*** Data for the task Section Begins ***
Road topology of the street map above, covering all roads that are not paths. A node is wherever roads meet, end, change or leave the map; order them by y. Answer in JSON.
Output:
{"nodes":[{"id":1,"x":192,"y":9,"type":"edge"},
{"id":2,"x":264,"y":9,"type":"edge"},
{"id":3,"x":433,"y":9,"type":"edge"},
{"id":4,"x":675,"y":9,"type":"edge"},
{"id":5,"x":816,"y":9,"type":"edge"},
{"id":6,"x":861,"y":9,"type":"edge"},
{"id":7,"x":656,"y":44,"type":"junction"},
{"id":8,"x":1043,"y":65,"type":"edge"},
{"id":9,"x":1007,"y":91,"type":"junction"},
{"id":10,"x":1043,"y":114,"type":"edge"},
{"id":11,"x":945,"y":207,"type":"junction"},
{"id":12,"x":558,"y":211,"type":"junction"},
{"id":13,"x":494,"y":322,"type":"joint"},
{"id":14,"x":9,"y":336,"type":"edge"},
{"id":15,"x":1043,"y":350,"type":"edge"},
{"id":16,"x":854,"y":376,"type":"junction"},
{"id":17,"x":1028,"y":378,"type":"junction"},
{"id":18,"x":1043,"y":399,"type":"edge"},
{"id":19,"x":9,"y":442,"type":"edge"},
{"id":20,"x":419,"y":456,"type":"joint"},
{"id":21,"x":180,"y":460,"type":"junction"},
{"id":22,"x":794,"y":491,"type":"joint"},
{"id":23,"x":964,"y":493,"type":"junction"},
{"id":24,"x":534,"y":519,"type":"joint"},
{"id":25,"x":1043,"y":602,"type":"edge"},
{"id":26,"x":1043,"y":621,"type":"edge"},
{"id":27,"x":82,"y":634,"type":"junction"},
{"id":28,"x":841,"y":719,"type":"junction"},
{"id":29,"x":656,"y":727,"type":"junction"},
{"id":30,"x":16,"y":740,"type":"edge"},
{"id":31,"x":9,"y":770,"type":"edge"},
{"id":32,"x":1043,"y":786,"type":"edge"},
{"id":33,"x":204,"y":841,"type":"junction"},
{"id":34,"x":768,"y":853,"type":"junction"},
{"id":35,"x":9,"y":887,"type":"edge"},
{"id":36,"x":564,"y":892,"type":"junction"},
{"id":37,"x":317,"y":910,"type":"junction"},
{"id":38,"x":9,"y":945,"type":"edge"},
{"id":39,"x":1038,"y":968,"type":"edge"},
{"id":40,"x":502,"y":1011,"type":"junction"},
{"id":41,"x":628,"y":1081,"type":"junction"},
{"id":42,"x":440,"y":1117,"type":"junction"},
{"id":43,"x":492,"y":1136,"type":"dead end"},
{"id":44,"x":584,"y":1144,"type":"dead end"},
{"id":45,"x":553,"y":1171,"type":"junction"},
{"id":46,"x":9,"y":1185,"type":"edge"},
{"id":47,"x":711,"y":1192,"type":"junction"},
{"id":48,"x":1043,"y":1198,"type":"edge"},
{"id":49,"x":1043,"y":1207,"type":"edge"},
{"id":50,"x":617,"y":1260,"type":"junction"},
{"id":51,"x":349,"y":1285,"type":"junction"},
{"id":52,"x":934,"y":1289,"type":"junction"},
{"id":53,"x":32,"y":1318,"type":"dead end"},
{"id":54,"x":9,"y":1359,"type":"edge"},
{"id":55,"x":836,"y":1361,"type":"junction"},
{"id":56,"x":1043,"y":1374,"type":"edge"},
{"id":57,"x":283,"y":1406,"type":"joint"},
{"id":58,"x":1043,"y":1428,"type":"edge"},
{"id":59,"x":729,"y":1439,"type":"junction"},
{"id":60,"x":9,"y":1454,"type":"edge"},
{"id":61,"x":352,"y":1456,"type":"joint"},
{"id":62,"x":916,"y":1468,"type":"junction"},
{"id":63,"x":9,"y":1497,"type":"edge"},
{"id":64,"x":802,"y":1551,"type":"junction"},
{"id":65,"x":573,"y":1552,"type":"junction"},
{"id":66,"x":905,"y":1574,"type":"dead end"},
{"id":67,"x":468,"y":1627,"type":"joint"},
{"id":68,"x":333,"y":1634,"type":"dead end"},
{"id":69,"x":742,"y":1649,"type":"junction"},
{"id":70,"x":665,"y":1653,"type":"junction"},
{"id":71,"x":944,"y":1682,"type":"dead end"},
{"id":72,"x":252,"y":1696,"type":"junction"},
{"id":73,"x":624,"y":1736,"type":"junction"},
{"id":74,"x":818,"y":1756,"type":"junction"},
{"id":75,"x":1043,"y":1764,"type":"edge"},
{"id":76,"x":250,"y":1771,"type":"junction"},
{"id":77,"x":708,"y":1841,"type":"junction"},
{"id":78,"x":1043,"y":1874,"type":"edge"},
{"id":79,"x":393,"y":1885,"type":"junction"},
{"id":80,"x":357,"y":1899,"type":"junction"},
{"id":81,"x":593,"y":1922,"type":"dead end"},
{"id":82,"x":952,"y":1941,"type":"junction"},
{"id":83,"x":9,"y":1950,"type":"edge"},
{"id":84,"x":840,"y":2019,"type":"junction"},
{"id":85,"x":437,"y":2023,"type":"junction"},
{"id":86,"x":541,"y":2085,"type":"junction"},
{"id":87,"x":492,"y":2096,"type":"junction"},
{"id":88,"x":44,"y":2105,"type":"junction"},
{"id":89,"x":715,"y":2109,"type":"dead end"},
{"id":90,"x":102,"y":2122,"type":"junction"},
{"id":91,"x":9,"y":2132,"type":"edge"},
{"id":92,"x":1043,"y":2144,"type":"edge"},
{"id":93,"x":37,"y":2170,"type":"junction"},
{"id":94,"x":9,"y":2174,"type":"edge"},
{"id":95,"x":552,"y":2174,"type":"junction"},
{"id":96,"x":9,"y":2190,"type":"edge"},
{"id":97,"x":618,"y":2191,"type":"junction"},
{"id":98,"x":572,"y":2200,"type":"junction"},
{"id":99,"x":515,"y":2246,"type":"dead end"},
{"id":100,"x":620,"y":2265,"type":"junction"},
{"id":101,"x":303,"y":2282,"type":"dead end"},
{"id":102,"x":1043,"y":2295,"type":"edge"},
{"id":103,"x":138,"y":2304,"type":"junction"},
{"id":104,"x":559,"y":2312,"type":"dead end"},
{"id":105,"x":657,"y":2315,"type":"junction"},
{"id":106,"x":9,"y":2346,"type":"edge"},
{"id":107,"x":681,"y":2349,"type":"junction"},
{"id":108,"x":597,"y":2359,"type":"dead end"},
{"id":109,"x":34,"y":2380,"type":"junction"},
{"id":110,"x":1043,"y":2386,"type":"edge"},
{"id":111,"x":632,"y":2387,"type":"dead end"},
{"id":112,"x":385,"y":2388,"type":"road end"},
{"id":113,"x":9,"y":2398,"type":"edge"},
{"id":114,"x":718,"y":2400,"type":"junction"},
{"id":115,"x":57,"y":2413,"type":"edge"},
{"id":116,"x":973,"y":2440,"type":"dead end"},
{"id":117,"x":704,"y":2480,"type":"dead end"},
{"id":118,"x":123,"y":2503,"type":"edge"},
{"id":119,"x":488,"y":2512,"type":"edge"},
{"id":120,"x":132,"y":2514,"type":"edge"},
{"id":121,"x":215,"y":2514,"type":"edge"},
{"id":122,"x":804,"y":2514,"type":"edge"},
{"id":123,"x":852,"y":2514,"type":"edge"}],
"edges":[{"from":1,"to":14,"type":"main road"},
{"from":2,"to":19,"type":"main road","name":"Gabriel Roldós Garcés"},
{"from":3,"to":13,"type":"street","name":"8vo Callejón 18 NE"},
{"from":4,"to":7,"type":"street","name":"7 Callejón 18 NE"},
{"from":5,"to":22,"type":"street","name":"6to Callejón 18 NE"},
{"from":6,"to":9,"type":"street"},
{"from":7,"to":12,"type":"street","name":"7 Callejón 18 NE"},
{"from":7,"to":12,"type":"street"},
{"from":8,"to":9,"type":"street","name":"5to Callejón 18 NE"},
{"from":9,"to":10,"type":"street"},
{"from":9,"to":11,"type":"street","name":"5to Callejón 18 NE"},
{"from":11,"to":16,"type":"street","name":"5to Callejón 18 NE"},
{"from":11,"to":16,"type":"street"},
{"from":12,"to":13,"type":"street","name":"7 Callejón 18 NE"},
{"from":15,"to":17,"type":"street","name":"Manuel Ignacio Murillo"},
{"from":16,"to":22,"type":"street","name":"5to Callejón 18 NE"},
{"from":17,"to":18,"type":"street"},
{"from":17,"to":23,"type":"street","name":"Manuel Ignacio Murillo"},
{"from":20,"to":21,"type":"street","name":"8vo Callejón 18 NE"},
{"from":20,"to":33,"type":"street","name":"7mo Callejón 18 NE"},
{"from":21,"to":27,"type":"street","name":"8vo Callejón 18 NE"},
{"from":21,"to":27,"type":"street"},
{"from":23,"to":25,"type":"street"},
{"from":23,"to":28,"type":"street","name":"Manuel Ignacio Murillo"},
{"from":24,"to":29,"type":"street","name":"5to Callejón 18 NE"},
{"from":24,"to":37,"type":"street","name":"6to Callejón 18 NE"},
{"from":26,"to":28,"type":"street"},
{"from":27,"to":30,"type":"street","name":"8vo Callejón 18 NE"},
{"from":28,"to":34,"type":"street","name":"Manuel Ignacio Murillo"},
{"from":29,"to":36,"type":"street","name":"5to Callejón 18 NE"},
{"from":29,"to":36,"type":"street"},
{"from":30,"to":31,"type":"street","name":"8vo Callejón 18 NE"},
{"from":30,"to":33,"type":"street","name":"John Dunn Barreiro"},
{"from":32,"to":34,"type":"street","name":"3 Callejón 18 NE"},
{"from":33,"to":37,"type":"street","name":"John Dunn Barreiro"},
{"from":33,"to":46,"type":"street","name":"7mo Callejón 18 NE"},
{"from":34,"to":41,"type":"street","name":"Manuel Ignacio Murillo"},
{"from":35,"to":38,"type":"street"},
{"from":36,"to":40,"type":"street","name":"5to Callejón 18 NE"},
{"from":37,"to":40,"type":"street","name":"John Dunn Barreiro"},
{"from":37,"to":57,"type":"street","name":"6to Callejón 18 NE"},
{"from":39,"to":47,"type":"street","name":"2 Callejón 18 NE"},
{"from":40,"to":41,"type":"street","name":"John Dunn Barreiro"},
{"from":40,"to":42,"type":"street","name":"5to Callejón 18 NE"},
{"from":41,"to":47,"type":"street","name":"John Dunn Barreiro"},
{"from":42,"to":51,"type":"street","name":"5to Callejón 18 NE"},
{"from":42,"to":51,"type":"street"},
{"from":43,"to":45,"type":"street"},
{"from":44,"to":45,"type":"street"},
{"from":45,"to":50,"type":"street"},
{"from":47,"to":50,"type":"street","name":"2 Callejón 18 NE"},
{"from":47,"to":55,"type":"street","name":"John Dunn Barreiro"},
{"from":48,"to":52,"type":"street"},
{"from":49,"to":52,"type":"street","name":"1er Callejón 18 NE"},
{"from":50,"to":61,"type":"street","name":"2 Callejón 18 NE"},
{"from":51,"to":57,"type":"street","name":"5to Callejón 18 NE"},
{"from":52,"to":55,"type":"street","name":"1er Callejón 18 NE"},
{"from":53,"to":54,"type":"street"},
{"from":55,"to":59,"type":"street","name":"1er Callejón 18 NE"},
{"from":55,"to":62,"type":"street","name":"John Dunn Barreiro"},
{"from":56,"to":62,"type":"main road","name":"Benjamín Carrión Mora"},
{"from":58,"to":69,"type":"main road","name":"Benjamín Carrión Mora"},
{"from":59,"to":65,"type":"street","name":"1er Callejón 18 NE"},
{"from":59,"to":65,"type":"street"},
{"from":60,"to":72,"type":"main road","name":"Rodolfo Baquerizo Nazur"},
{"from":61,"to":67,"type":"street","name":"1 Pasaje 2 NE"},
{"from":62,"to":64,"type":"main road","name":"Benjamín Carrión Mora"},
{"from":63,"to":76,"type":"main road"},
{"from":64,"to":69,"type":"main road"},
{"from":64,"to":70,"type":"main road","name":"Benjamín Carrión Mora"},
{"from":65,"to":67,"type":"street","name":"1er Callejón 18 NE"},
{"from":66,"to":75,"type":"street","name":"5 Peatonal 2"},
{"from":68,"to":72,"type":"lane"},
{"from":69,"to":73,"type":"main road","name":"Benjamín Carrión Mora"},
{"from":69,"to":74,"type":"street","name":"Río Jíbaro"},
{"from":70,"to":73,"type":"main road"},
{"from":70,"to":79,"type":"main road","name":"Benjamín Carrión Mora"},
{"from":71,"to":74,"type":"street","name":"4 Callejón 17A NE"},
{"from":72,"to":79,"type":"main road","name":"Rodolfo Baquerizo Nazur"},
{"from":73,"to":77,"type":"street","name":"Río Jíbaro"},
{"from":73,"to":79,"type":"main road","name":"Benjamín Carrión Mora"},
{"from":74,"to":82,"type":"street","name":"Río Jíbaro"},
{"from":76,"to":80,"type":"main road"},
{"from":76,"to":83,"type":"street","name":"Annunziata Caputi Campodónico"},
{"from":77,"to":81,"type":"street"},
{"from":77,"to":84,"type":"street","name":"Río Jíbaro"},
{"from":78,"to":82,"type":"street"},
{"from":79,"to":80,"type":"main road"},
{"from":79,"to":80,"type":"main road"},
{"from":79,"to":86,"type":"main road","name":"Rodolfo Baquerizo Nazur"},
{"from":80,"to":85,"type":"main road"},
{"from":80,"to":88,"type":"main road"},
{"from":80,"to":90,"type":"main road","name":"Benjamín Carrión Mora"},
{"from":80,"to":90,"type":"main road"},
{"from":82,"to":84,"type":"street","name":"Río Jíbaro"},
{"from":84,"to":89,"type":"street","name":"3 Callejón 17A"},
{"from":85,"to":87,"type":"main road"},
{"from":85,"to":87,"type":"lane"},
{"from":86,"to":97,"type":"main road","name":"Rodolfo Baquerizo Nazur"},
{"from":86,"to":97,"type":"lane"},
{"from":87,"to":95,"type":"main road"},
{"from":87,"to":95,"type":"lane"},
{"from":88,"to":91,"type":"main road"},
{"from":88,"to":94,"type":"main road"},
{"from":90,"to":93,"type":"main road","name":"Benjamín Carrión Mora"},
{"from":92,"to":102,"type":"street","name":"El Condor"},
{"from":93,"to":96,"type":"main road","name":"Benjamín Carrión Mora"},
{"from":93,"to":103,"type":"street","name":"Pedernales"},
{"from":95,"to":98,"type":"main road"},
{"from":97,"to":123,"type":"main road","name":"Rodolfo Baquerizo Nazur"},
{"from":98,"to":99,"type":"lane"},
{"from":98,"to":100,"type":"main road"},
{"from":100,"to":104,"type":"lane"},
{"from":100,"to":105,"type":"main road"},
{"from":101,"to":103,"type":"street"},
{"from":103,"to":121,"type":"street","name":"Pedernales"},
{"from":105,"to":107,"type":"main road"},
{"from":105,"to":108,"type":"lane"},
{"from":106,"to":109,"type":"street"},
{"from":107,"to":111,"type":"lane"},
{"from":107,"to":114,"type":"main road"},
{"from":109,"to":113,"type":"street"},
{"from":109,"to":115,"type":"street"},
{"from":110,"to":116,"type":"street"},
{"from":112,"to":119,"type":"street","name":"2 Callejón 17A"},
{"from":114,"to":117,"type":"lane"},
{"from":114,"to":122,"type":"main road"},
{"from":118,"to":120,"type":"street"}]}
*** Data for the task Section Ends ***
## Exercise brief
Show all lines from the entries that hold "lane".

## Reply
{"from":68,"to":72,"type":"lane"},
{"from":85,"to":87,"type":"lane"},
{"from":86,"to":97,"type":"lane"},
{"from":87,"to":95,"type":"lane"},
{"from":98,"to":99,"type":"lane"},
{"from":100,"to":104,"type":"lane"},
{"from":105,"to":108,"type":"lane"},
{"from":107,"to":111,"type":"lane"},
{"from":114,"to":117,"type":"lane"},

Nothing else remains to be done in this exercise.